→ **Task directions**
Look over the lines below. Report each one that includes the string "highway".

Collected data entries

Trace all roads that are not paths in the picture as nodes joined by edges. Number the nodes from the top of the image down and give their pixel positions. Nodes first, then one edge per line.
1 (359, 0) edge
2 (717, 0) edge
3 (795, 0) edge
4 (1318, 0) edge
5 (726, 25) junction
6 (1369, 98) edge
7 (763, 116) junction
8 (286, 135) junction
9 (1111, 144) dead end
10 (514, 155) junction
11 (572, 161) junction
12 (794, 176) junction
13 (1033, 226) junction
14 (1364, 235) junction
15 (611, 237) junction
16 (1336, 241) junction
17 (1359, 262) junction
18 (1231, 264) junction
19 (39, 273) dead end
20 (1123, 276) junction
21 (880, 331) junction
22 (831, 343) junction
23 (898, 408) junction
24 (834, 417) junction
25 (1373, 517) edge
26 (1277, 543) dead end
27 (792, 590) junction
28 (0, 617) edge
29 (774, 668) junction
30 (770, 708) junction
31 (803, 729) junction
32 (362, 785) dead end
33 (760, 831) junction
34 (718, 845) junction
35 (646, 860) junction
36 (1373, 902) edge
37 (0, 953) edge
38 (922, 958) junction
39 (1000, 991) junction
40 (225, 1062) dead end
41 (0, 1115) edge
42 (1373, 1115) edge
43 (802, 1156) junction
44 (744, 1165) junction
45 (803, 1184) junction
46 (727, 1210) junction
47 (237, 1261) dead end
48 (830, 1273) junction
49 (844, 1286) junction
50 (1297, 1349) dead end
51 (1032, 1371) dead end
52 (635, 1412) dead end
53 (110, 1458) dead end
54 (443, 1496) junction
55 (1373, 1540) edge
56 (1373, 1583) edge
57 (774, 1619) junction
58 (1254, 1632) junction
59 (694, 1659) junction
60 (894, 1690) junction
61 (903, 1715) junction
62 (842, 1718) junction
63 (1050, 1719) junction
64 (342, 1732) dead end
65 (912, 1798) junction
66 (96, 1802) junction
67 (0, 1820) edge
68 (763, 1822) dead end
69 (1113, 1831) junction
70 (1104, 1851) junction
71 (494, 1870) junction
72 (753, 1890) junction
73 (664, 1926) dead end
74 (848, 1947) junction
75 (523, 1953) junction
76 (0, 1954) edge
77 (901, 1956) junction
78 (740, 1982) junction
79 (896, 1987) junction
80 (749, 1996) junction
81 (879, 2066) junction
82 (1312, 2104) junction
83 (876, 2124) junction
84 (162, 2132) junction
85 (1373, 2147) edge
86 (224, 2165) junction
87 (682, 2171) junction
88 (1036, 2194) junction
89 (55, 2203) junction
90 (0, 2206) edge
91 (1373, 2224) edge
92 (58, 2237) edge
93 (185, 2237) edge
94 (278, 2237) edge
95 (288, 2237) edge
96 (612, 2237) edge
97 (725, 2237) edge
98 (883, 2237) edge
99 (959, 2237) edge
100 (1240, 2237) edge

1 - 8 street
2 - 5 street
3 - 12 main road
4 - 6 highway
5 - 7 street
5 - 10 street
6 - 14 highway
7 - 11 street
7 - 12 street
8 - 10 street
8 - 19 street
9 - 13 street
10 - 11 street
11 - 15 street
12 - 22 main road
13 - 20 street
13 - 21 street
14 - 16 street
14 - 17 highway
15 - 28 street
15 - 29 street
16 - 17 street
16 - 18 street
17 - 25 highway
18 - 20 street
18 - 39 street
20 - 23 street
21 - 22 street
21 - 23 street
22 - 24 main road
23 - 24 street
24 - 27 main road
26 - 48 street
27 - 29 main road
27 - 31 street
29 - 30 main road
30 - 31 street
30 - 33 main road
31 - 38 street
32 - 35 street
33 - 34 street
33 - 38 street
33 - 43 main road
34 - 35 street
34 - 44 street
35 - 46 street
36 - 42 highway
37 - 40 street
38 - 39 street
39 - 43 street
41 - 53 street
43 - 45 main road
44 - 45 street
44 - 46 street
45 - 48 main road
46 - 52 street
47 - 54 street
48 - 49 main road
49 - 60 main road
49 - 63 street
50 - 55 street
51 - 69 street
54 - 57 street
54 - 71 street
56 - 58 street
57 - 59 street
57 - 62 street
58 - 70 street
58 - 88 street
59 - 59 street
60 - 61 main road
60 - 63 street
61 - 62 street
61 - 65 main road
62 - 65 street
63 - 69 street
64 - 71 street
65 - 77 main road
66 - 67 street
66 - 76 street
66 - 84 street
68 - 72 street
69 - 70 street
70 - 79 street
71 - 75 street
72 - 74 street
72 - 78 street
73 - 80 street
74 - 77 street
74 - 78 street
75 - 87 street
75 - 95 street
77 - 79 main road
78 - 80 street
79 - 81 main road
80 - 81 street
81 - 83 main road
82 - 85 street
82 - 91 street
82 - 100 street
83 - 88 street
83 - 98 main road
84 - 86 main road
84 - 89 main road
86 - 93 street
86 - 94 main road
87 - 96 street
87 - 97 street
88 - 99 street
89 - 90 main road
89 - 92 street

→ **Output for this exercise**
4 - 6 highway
6 - 14 highway
14 - 17 highway
17 - 25 highway
36 - 42 highway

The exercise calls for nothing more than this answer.